## Work instructions
Check each line of the material. Copy those containing "SOLO".

● ● ● ● ● ● ●

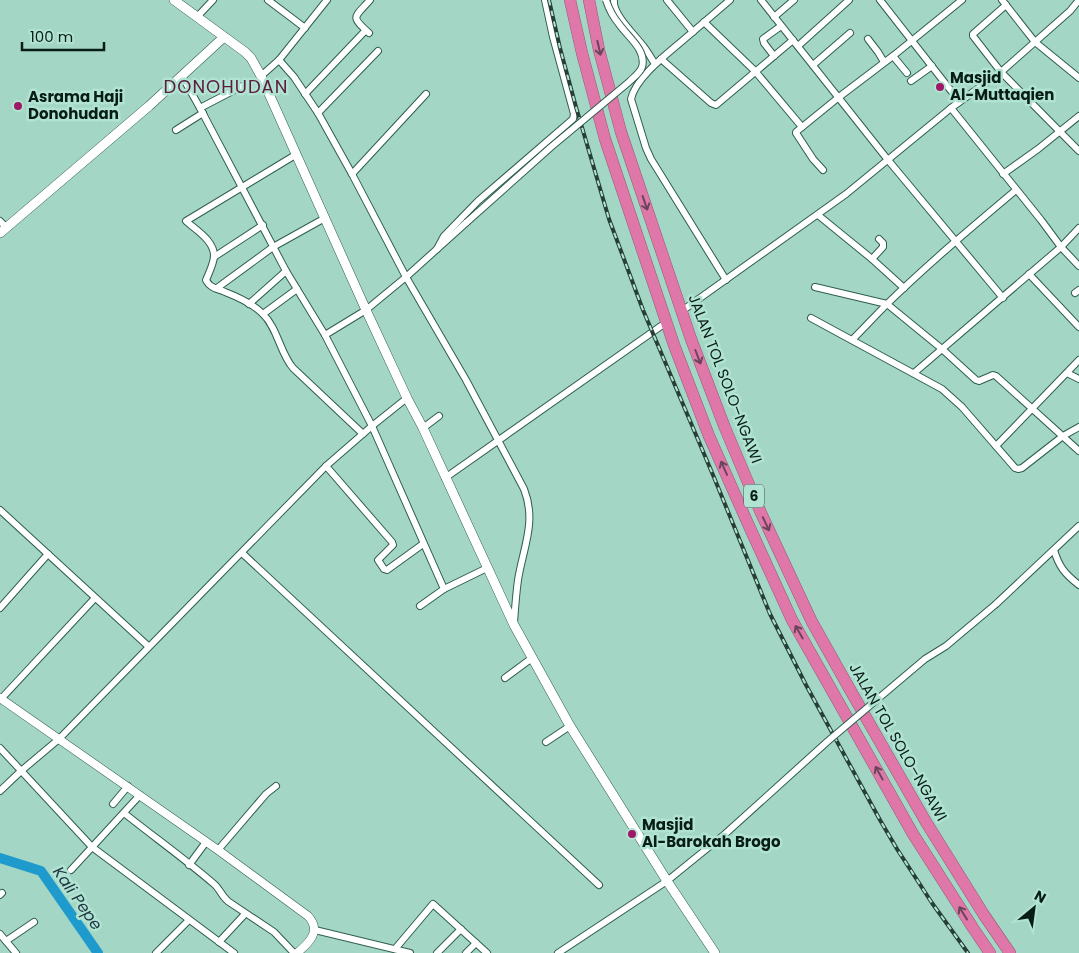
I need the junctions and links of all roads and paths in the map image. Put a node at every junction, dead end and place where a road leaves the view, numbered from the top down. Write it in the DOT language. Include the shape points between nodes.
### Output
graph roads {
  1 [pos="174,0"];
  2 [pos="213,0"];
  3 [pos="268,0"];
  4 [pos="327,0"];
  5 [pos="370,0"];
  6 [pos="545,0"];
  7 [pos="570,0"];
  8 [pos="589,0"];
  9 [pos="606,0"];
  10 [pos="614,0"];
  11 [pos="667,0"];
  12 [pos="730,0"];
  13 [pos="761,0"];
  14 [pos="794,0"];
  15 [pos="849,0"];
  16 [pos="880,0"];
  17 [pos="962,0"];
  18 [pos="1079,0"];
  19 [pos="1004,2"];
  20 [pos="774,16"];
  21 [pos="197,17"];
  22 [pos="704,22"];
  23 [pos="782,26"];
  24 [pos="305,28"];
  25 [pos="693,32"];
  26 [pos="850,33"];
  27 [pos="224,37"];
  28 [pos="868,39"];
  29 [pos="912,41"];
  30 [pos="1035,42"];
  31 [pos="795,43"];
  32 [pos="378,50"];
  33 [pos="774,56"];
  34 [pos="893,56"];
  35 [pos="661,59"];
  36 [pos="279,60"];
  37 [pos="884,62"];
  38 [pos="655,64"];
  39 [pos="813,65"];
  40 [pos="932,66"];
  41 [pos="755,71"];
  42 [pos="1001,72"];
  43 [pos="907,73"];
  44 [pos="182,76"];
  45 [pos="261,76"];
  46 [pos="1079,78"];
  47 [pos="911,81"];
  48 [pos="250,82"];
  49 [pos="305,94"];
  50 [pos="426,94"];
  51 [pos="839,97"];
  52 [pos="959,102"];
  53 [pos="951,108"];
  54 [pos="202,110"];
  55 [pos="318,113"];
  56 [pos="1079,116"];
  57 [pos="802,127"];
  58 [pos="176,130"];
  59 [pos="1059,131"];
  60 [pos="1079,151"];
  61 [pos="296,154"];
  62 [pos="888,160"];
  63 [pos="823,170"];
  64 [pos="352,174"];
  65 [pos="1003,174"];
  66 [pos="242,187"];
  67 [pos="1016,190"];
  68 [pos="818,215"];
  69 [pos="325,218"];
  70 [pos="262,225"];
  71 [pos="2,227"];
  72 [pos="1079,228"];
  73 [pos="879,238"];
  74 [pos="956,241"];
  75 [pos="273,247"];
  76 [pos="1061,247"];
  77 [pos="437,249"];
  78 [pos="214,257"];
  79 [pos="872,259"];
  80 [pos="1079,266"];
  81 [pos="286,271"];
  82 [pos="1030,274"];
  83 [pos="406,277"];
  84 [pos="726,280"];
  85 [pos="815,287"];
  86 [pos="216,288"];
  87 [pos="904,288"];
  88 [pos="298,289"];
  89 [pos="1003,298"];
  90 [pos="248,304"];
  91 [pos="887,304"];
  92 [pos="686,308"];
  93 [pos="366,310"];
  94 [pos="263,314"];
  95 [pos="811,318"];
  96 [pos="661,326"];
  97 [pos="1079,327"];
  98 [pos="325,335"];
  99 [pos="852,340"];
  100 [pos="942,349"];
  101 [pos="1079,360"];
  102 [pos="914,373"];
  103 [pos="1067,373"];
  104 [pos="1079,379"];
  105 [pos="407,398"];
  106 [pos="1033,408"];
  107 [pos="439,416"];
  108 [pos="372,426"];
  109 [pos="1079,427"];
  110 [pos="423,428"];
  111 [pos="364,434"];
  112 [pos="1063,436"];
  113 [pos="498,440"];
  114 [pos="996,446"];
  115 [pos="1079,451"];
  116 [pos="326,466"];
  117 [pos="446,478"];
  118 [pos="0,510"];
  119 [pos="1079,526"];
  120 [pos="423,544"];
  121 [pos="1054,550"];
  122 [pos="242,553"];
  123 [pos="48,554"];
  124 [pos="487,568"];
  125 [pos="1079,585"];
  126 [pos="444,589"];
  127 [pos="95,598"];
  128 [pos="420,606"];
  129 [pos="0,608"];
  130 [pos="514,625"];
  131 [pos="148,646"];
  132 [pos="532,658"];
  133 [pos="505,678"];
  134 [pos="0,699"];
  135 [pos="570,726"];
  136 [pos="59,738"];
  137 [pos="546,742"];
  138 [pos="0,748"];
  139 [pos="22,771"];
  140 [pos="128,786"];
  141 [pos="276,786"];
  142 [pos="0,792"];
  143 [pos="140,795"];
  144 [pos="113,804"];
  145 [pos="124,813"];
  146 [pos="206,842"];
  147 [pos="92,847"];
  148 [pos="218,850"];
  149 [pos="189,864"];
  150 [pos="71,870"];
  151 [pos="667,881"];
  152 [pos="599,885"];
  153 [pos="245,914"];
  154 [pos="189,920"];
  155 [pos="34,922"];
  156 [pos="460,929"];
  157 [pos="315,930"];
  158 [pos="0,934"];
  159 [pos="6,941"];
  160 [pos="219,942"];
  161 [pos="476,942"];
  162 [pos="394,949"];
  163 [pos="16,953"];
  164 [pos="156,953"];
  165 [pos="234,953"];
  166 [pos="295,953"];
  167 [pos="410,953"];
  168 [pos="437,953"];
  169 [pos="466,953"];
  170 [pos="487,953"];
  171 [pos="558,953"];
  172 [pos="715,953"];
  173 [pos="990,953"];
  174 [pos="1010,953"];
  1 -- 21 [label="main road"];
  2 -- 21 [label="street"];
  3 -- 24 [label="street"];
  4 -- 24 [label="street"];
  5 -- 49 [label="street" via="356,18 367,32"];
  6 -- 77 [label="street" via="573,119 478,201 444,236"];
  173 -- 7 [label="highway, JALAN TOL SOLO–NGAWI / 6, one-way" via="913,834 797,629 709,436 604,139"];
  8 -- 174 [label="highway, JALAN TOL SOLO–NGAWI / 6, one-way" via="624,141 691,340 761,513 812,622 853,695 926,822"];
  9 -- 77 [label="street, bridge" via="643,57 637,74"];
  10 -- 38 [label="street" via="618,14"];
  11 -- 25 [label="street"];
  12 -- 22 [label="street"];
  13 -- 20 [label="street"];
  14 -- 20 [label="street"];
  15 -- 31 [label="street"];
  16 -- 29 [label="street"];
  17 -- 29 [label="street"];
  18 -- 30 [label="street"];
  19 -- 30 [label="street"];
  19 -- 42 [label="street" via="973,35"];
  20 -- 23 [label="street"];
  21 -- 27 [label="main road"];
  22 -- 25 [label="street"];
  22 -- 41 [label="street"];
  23 -- 31 [label="street"];
  23 -- 33 [label="street" via="763,39"];
  24 -- 36 [label="street"];
  25 -- 35 [label="street"];
  26 -- 39 [label="street"];
  27 -- 44 [label="main road"];
  27 -- 45 [label="main road" via="251,58"];
  28 -- 37 [label="street"];
  29 -- 34 [label="street"];
  29 -- 40 [label="street"];
  30 -- 42 [label="street"];
  30 -- 46 [label="street"];
  31 -- 33 [label="street"];
  31 -- 39 [label="street"];
  32 -- 55 [label="street"];
  33 -- 41 [label="street"];
  34 -- 37 [label="street"];
  34 -- 43 [label="street"];
  35 -- 38 [label="street"];
  35 -- 41 [label="street" via="716,105"];
  36 -- 45 [label="street"];
  36 -- 49 [label="street"];
  37 -- 51 [label="street"];
  38 -- 84 [label="street" via="631,98 646,148"];
  39 -- 51 [label="street"];
  40 -- 47 [label="street"];
  40 -- 52 [label="street"];
  41 -- 57 [label="street"];
  42 -- 52 [label="street"];
  42 -- 59 [label="street"];
  44 -- 54 [label="street"];
  44 -- 71 [label="main road"];
  45 -- 61 [label="main road"];
  48 -- 54 [label="street"];
  49 -- 55 [label="street"];
  50 -- 64 [label="street"];
  51 -- 57 [label="street"];
  51 -- 62 [label="street"];
  52 -- 53 [label="street"];
  53 -- 62 [label="street"];
  53 -- 65 [label="street"];
  54 -- 58 [label="street"];
  54 -- 66 [label="street"];
  55 -- 64 [label="street"];
  56 -- 59 [label="street"];
  57 -- 63 [label="street" via="796,133"];
  59 -- 60 [label="street"];
  59 -- 65 [label="street"];
  61 -- 66 [label="street"];
  61 -- 69 [label="main road"];
  62 -- 68 [label="street"];
  62 -- 74 [label="street"];
  64 -- 83 [label="street"];
  65 -- 67 [label="street"];
  66 -- 70 [label="street"];
  66 -- 78 [label="street" via="186,221 208,240"];
  67 -- 74 [label="street"];
  67 -- 76 [label="street"];
  68 -- 79 [label="street"];
  68 -- 84 [label="street"];
  69 -- 75 [label="street"];
  69 -- 93 [label="main road"];
  70 -- 75 [label="street"];
  70 -- 78 [label="street"];
  72 -- 76 [label="street"];
  73 -- 79 [label="street" via="883,247"];
  74 -- 87 [label="street"];
  74 -- 89 [label="street"];
  75 -- 81 [label="street"];
  75 -- 86 [label="street"];
  76 -- 80 [label="street"];
  76 -- 82 [label="street"];
  77 -- 83 [label="street"];
  78 -- 86 [label="street" via="206,280"];
  79 -- 87 [label="street"];
  81 -- 88 [label="street"];
  81 -- 90 [label="street"];
  82 -- 89 [label="street"];
  82 -- 97 [label="street"];
  83 -- 93 [label="street"];
  83 -- 113 [label="street"];
  84 -- 92 [label="street"];
  85 -- 91 [label="street"];
  86 -- 90 [label="street"];
  87 -- 91 [label="street"];
  88 -- 94 [label="street"];
  88 -- 98 [label="street"];
  89 -- 100 [label="street"];
  90 -- 94 [label="street"];
  91 -- 99 [label="street"];
  91 -- 100 [label="street"];
  93 -- 98 [label="street"];
  93 -- 105 [label="main road"];
  94 -- 111 [label="street" via="289,364"];
  95 -- 99 [label="street"];
  96 -- 113 [label="street"];
  98 -- 108 [label="street"];
  99 -- 102 [label="street"];
  100 -- 102 [label="street"];
  100 -- 106 [label="street" via="976,380 995,375"];
  101 -- 103 [label="street"];
  102 -- 114 [label="street" via="942,388"];
  103 -- 104 [label="street"];
  103 -- 106 [label="street"];
  105 -- 108 [label="street"];
  105 -- 110 [label="main road"];
  106 -- 112 [label="street"];
  106 -- 114 [label="street"];
  107 -- 110 [label="street"];
  108 -- 111 [label="street"];
  108 -- 120 [label="street"];
  109 -- 112 [label="street"];
  110 -- 117 [label="main road"];
  111 -- 116 [label="street"];
  112 -- 114 [label="street" via="1018,469"];
  112 -- 115 [label="street"];
  113 -- 117 [label="street"];
  113 -- 130 [label="street" via="528,502 529,528 518,580"];
  116 -- 120 [label="street" via="392,542 393,545 378,560 384,569"];
  116 -- 122 [label="street"];
  117 -- 124 [label="main road"];
  118 -- 123 [label="street"];
  119 -- 121 [label="street"];
  120 -- 126 [label="street"];
  121 -- 125 [label="street" via="1062,570"];
  121 -- 151 [label="street, bridge" via="996,604 828,740 725,834"];
  122 -- 131 [label="street"];
  122 -- 152 [label="street"];
  123 -- 127 [label="street"];
  123 -- 129 [label="street"];
  124 -- 126 [label="street"];
  124 -- 130 [label="main road"];
  126 -- 128 [label="street"];
  127 -- 131 [label="street"];
  127 -- 134 [label="street"];
  130 -- 132 [label="main road"];
  131 -- 136 [label="street"];
  132 -- 133 [label="street"];
  132 -- 135 [label="main road"];
  134 -- 136 [label="street"];
  135 -- 137 [label="street"];
  135 -- 151 [label="main road"];
  136 -- 139 [label="street"];
  136 -- 140 [label="street"];
  138 -- 139 [label="street"];
  139 -- 142 [label="street"];
  139 -- 147 [label="street"];
  140 -- 143 [label="street"];
  140 -- 144 [label="street"];
  141 -- 148 [label="street"];
  143 -- 145 [label="street"];
  143 -- 146 [label="street"];
  145 -- 147 [label="street"];
  145 -- 149 [label="street"];
  146 -- 148 [label="street"];
  146 -- 149 [label="street"];
  147 -- 150 [label="street"];
  147 -- 154 [label="street"];
  148 -- 157 [label="street" via="308,916"];
  149 -- 153 [label="street"];
  151 -- 171 [label="street"];
  151 -- 172 [label="main road"];
  153 -- 160 [label="street"];
  153 -- 166 [label="street" via="274,932"];
  154 -- 160 [label="street"];
  154 -- 164 [label="street"];
  155 -- 159 [label="street"];
  156 -- 161 [label="street"];
  156 -- 162 [label="street" via="434,904"];
  156 -- 168 [label="street"];
  157 -- 162 [label="street"];
  157 -- 166 [label="street" via="310,940"];
  158 -- 159 [label="street"];
  159 -- 163 [label="street"];
  160 -- 165 [label="street"];
  161 -- 169 [label="street"];
  161 -- 170 [label="street"];
  162 -- 167 [label="street"];
}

● ● ● ● ● ● ●

## Result of this exercise
  173 -- 7 [label="highway, JALAN TOL SOLO–NGAWI / 6, one-way" via="913,834 797,629 709,436 604,139"];
  8 -- 174 [label="highway, JALAN TOL SOLO–NGAWI / 6, one-way" via="624,141 691,340 761,513 812,622 853,695 926,822"];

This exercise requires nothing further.